Viele der Kinder sprechen schlecht, andere überhaupt nicht deutsch. In der "Europaschule Pöchlarnstraße" wird versucht, die Kinder nach Möglichkeit in ihrer Muttersprache zu alphabetisieren, "denn sonst werden sie nie die Chance haben, eine Fremdsprache zu erlernen", sagt Frau Direktor Henna im Brustton der Überzeugung. Die engagierte Direktorin erzählt von verschiedenen Aktivitäten, die die positive Neugier der Kinder auf andere Kulturen verstärken sollen. So werden die Kinder zum Beispiel ermuntert, im Unterricht über ihre Heimat, ihre Familien, ihre Sprache und auch über ihre Essgewohnheiten zu erzählen.

Rücksicht & Toleranz

Seit Beginn des Semesters sind in einer der 1. Klassen - weltweit einzigartig - Hunde als "vierbeinige Integrationshelfer" während des Unterrichts anwesend. Möglich geworden ist dieses Projekt erst durch eine neue Lehrerin an der Schule: Veronika Poszvek hat neben der Pädagogischen Akademie auch eine Ausbildung als Tierpflegerin absolviert. Im vergangenen Schuljahr war sie im Rahmen des Projektes "Moritz Tierschule" mit ihren Hunden und Kaninchen in mehr als 300 Wiener Schulklassen unterwegs, um den Kindern den richtigen Umgang mit Tieren zu lehren.
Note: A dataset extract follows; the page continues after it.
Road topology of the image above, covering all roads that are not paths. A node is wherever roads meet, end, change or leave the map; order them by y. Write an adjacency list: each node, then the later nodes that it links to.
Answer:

Immer schon hat sie davon geträumt, ihre beiden Ausbildungen hauptberuflich kombinieren zu können. "Für Kinder ist es wichtig, mit Tieren aufzuwachsen, zu wissen, wie man sie behandelt und frühzeitig zu lernen, Rücksicht auf die Bedürfnisse eines anderen Lebewesens zu nehmen", sagt Veronika Poszvek.
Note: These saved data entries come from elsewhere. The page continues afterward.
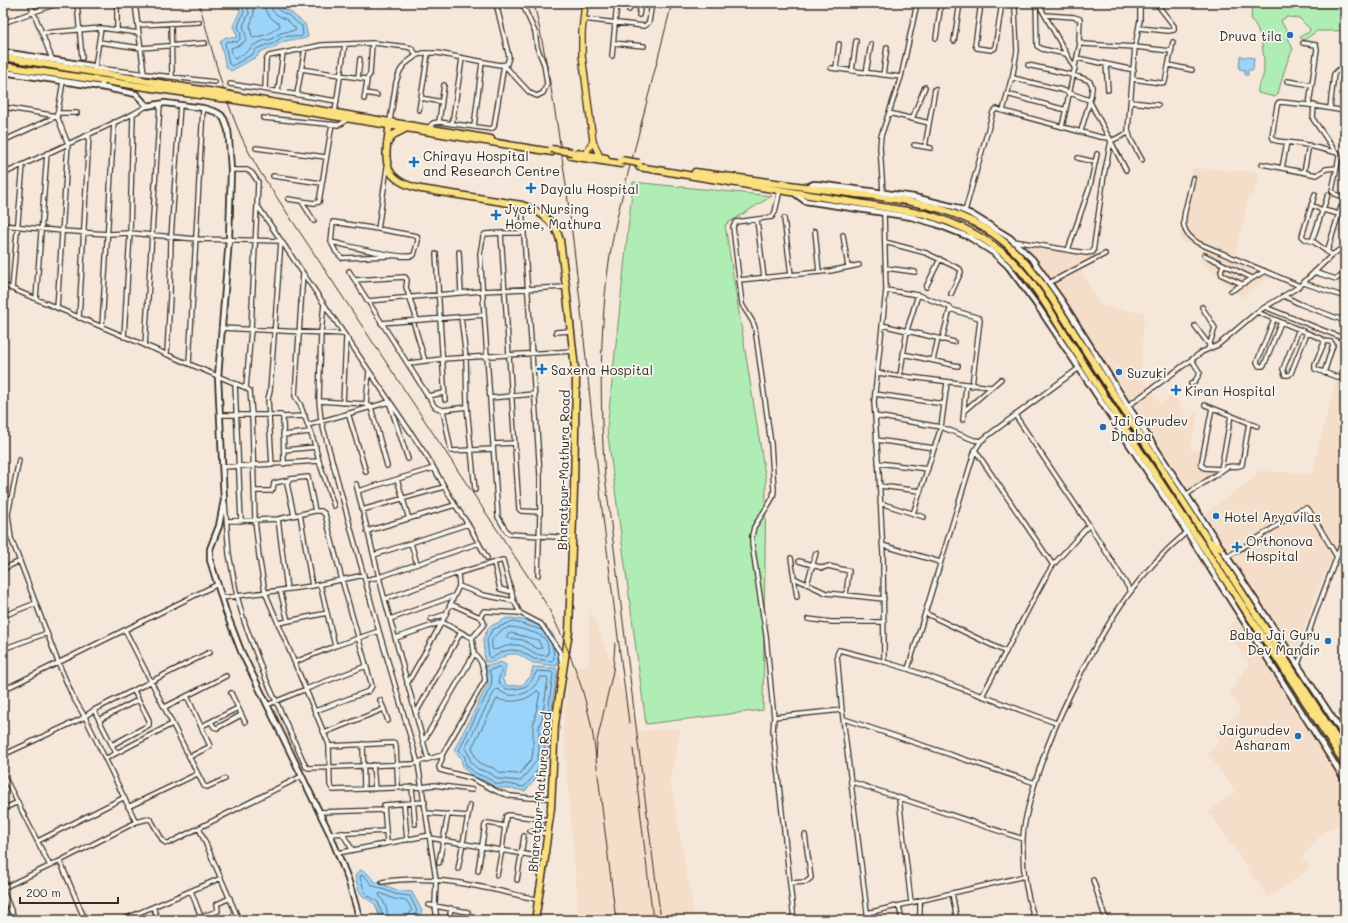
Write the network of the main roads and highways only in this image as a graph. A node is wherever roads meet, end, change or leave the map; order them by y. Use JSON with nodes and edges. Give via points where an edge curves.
{"nodes":[{"id":1,"x":585,"y":3,"type":"edge"},
{"id":2,"x":3,"y":57,"type":"edge"},
{"id":3,"x":3,"y":66,"type":"edge"},
{"id":4,"x":220,"y":96,"type":"junction"},
{"id":5,"x":229,"y":97,"type":"junction"},
{"id":6,"x":390,"y":124,"type":"junction"},
{"id":7,"x":405,"y":129,"type":"junction"},
{"id":8,"x":593,"y":141,"type":"junction"},
{"id":9,"x":386,"y":147,"type":"junction"},
{"id":10,"x":552,"y":150,"type":"junction"},
{"id":11,"x":572,"y":154,"type":"junction"},
{"id":12,"x":586,"y":154,"type":"junction"},
{"id":13,"x":600,"y":157,"type":"junction"},
{"id":14,"x":621,"y":162,"type":"junction"},
{"id":15,"x":639,"y":165,"type":"junction"},
{"id":16,"x":1209,"y":541,"type":"junction"},
{"id":17,"x":1220,"y":547,"type":"road end"},
{"id":18,"x":1345,"y":752,"type":"edge"},
{"id":19,"x":1345,"y":764,"type":"edge"},
{"id":20,"x":544,"y":854,"type":"junction"},
{"id":21,"x":532,"y":920,"type":"edge"},
{"id":22,"x":535,"y":920,"type":"edge"}],
"edges":[{"from":1,"to":8,"type":"main road","via":[[582,55]]},
{"from":2,"to":4,"type":"highway","via":[[97,70]]},
{"from":3,"to":4,"type":"highway","via":[[102,84]]},
{"from":4,"to":5,"type":"highway","bridge":true},
{"from":5,"to":6,"type":"highway","via":[[347,119]]},
{"from":5,"to":6,"type":"highway","via":[[335,112]]},
{"from":6,"to":7,"type":"highway"},
{"from":6,"to":9,"type":"highway"},
{"from":6,"to":10,"type":"highway","via":[[428,128]]},
{"from":7,"to":9,"type":"highway","via":[[393,135]]},
{"from":7,"to":10,"type":"highway"},
{"from":8,"to":12,"type":"main road"},
{"from":8,"to":13,"type":"main road"},
{"from":9,"to":20,"type":"highway","name":"Bharatpur-Mathura Road","via":[[386,163],[399,182],[414,188],[522,205],[547,218],[560,240],[577,390],[570,618],[555,724],[552,798]]},
{"from":10,"to":11,"type":"highway"},
{"from":11,"to":12,"type":"highway"},
{"from":11,"to":14,"type":"highway"},
{"from":12,"to":13,"type":"highway"},
{"from":13,"to":14,"type":"highway"},
{"from":14,"to":15,"type":"highway","bridge":true},
{"from":15,"to":16,"type":"highway","via":[[934,207],[967,218],[1000,238],[1026,262],[1049,294]]},
{"from":15,"to":19,"type":"highway","via":[[925,214],[972,232],[1011,260],[1048,308]]},
{"from":16,"to":17,"type":"highway"},
{"from":16,"to":18,"type":"highway"},
{"from":20,"to":21,"type":"highway","name":"Bharatpur-Mathura Road"},
{"from":20,"to":22,"type":"highway","name":"Bharatpur-Mathura Road"}]}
Neben ihrer Deutsch-Kurzhaarhündin Semiramis begleiten sie auch Herold, ein 5-jähriger Retrieverrüde, und Datura, ein Sibirischer Husky, in den Unterricht. Durch diesen abwechselnden Einsatz wird gewährleistet, daß die Hunde nicht überfordert werden. "Die Kinder haben von Anfang an gelernt, leiser zu sein, um die empfindlichen Ohren der Hunde zu schonen und sind insgesamt ruhiger und aufmerksamer geworden", bestätigt die junge Lehrerin die ersten Erfolge des ungewöhnlichen Projekts.
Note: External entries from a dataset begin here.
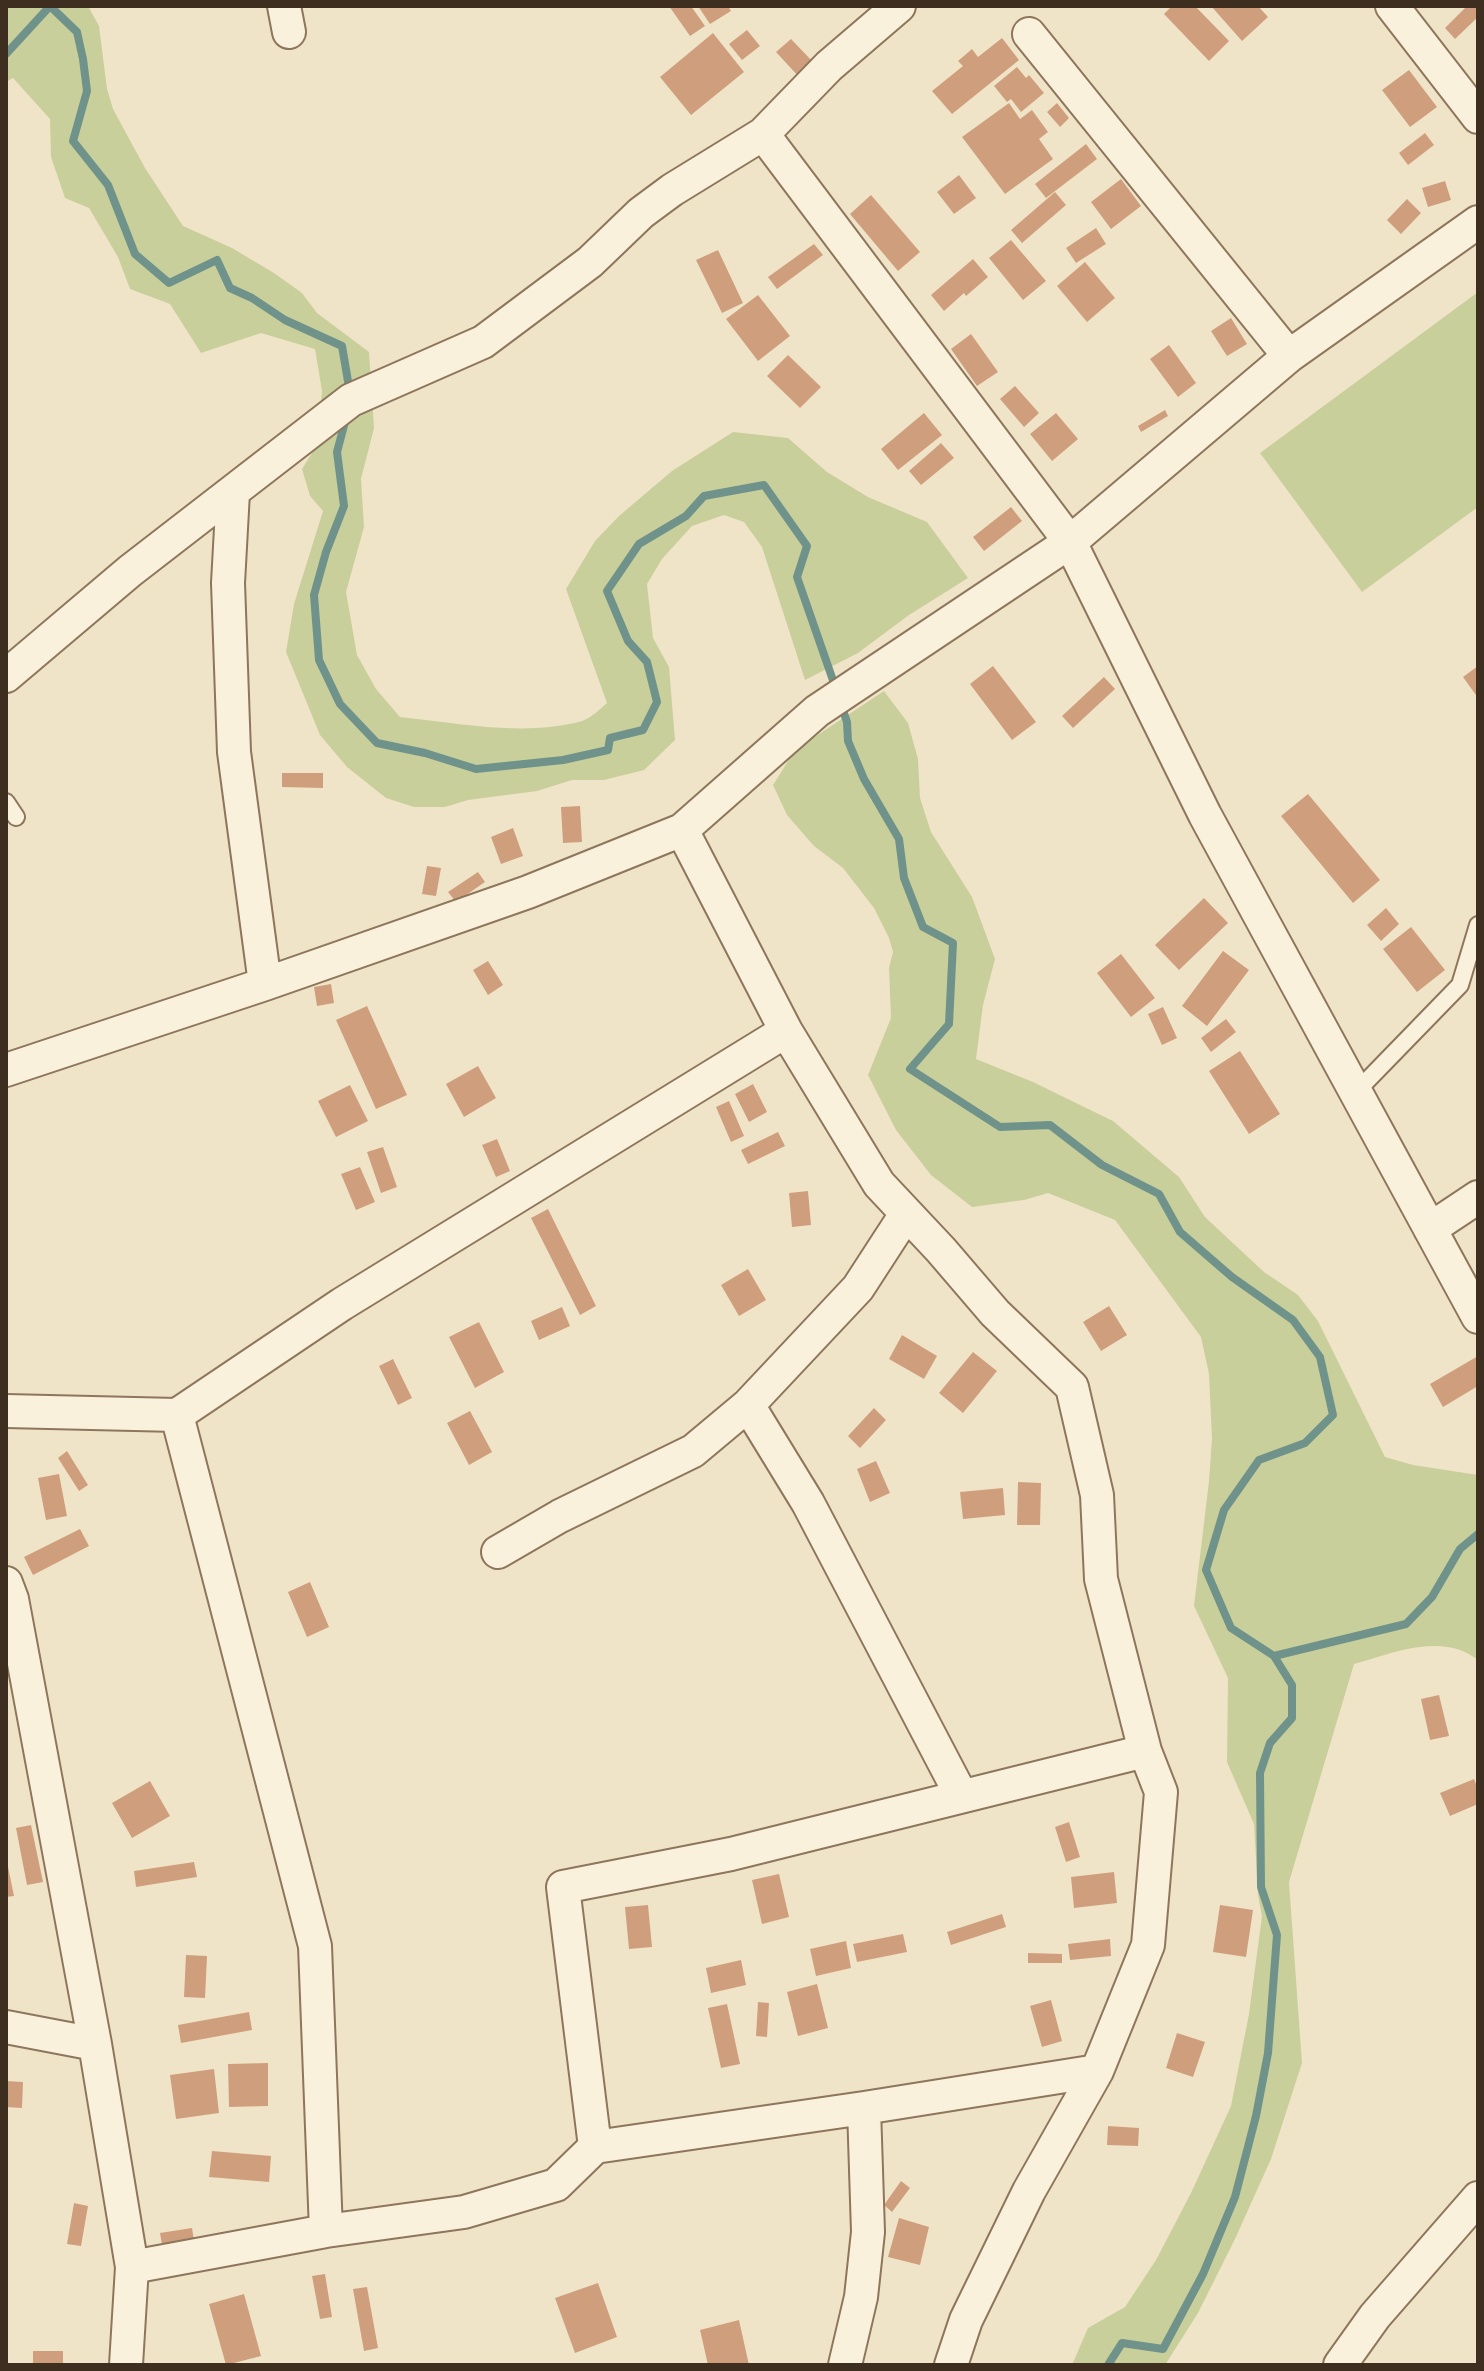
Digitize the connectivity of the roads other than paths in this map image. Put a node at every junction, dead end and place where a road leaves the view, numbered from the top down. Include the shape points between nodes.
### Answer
1 (899, 6) edge
2 (1392, 6) edge
3 (1029, 34) dead end
4 (1478, 117) edge
5 (763, 134) junction
6 (1478, 222) edge
7 (1289, 356) junction
8 (233, 492) junction
9 (1070, 542) junction
10 (6, 676) edge
11 (6, 802) edge
12 (16, 817) dead end
13 (682, 830) junction
14 (1478, 925) edge
15 (265, 984) junction
16 (786, 1031) junction
17 (6, 1070) edge
18 (1356, 1092) junction
19 (1478, 1197) edge
20 (906, 1214) junction
21 (1430, 1229) junction
22 (1478, 1317) edge
23 (748, 1405) junction
24 (6, 1411) edge
25 (177, 1415) junction
26 (498, 1552) dead end
27 (6, 1583) edge
28 (1145, 1751) junction
29 (961, 1795) junction
30 (6, 2027) edge
31 (95, 2044) junction
32 (1097, 2071) junction
33 (864, 2108) junction
34 (595, 2147) junction
35 (1478, 2198) edge
36 (326, 2231) junction
37 (132, 2267) junction
38 (126, 2365) edge
39 (845, 2365) edge
40 (951, 2365) edge
41 (1340, 2365) edge

1 - 5 street via 829,66
2 - 4 street
3 - 7 street
5 - 8 street via 651,205 590,262 483,342 351,400
5 - 9 street
6 - 7 street
7 - 9 street
8 - 10 street
8 - 15 street via 228,583 234,752
9 - 13 street via 817,711
9 - 18 street via 1205,815
11 - 12 lane
13 - 15 street via 528,892
13 - 16 street
14 - 18 lane via 1460,985
15 - 17 street
16 - 20 street via 879,1184
16 - 25 street via 342,1304
18 - 21 street
19 - 21 street
20 - 23 street via 858,1288
20 - 28 street via 995,1313 1072,1387 1097,1495 1101,1579
21 - 22 street
23 - 26 street via 693,1451
23 - 29 street via 808,1503
24 - 25 street
25 - 36 street via 315,1946
27 - 31 street
28 - 29 street
28 - 32 street via 1161,1792 1148,1945
29 - 34 street via 731,1854 563,1887
30 - 31 street
31 - 37 street
32 - 33 street
32 - 40 street via 1015,2220 966,2320
33 - 34 street
33 - 39 street via 868,2232 861,2297
34 - 36 street via 556,2185 464,2212
35 - 41 street via 1375,2316
36 - 37 street
37 - 38 street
Zappelige Kinder werden ausgeglichener, aggressive Kinder friedlicher, wenn ein Hund in ihrer Nähe ist. Daß sich der Hautkontakt mit einem Tier positiv beruhigend auf den menschlichen Organismus auswirkt, ist längst wissenschaftlich erwiesen. Und so sind sie drei Hunde mit einer extrem hohen Toleranzgrenze von Anfang an auch zu Schmusetieren und Seelentröstern für die Kinder geworden. Darüberhinaus wurden Semiramis, Herold und Datura natürlich auch zu Integrationsfiguren der Klasse.

Seelentröster

Hunde spielen in jedem Kulturkreis eine andere Rolle, und nachdem der Stadtschulrat vom Projekt überzeugt war, wurden die Eltern der Kinder zusammen mit der neuen Lehrerin und den Hunden zu einem "Kennenlern-Abend" eingeladen. Die meisten waren sofort begeistert, andere stimmten erst zu, nachdem sie vom erfolgreichen Einsatz der Rettungshunde nach dem großen Erdbeben in der Türkei gehört hatten.

Mit Zustimmung der Eltern werden die Kinder im Unterricht auch gefilmt. Denn das Projekt "Integrationshelfer auf 4 Pfoten" wird vom IEMT, dem von Konrad Lorenz gegründeten "Institut für die interdisziplinäre Erforschung der Mensch-Tier-Beziehung", wissenschaftlich betreut. Die wissenschaftliche Leitung dieses einzigartigen Projekts hat Professor Giselher Guttmann, Vorstand des Instituts für Psychologie an der Universität Wien und Präsident des IEMT, übernommen. Die Ergebnisse der 1. Studie über Hunde als Integrationshelfer in einer Volksschule sollen 2001 beim nächsten Weltkongress für Mensch-Tier-Beziehung in Rio de Janeiro präsentiert werden.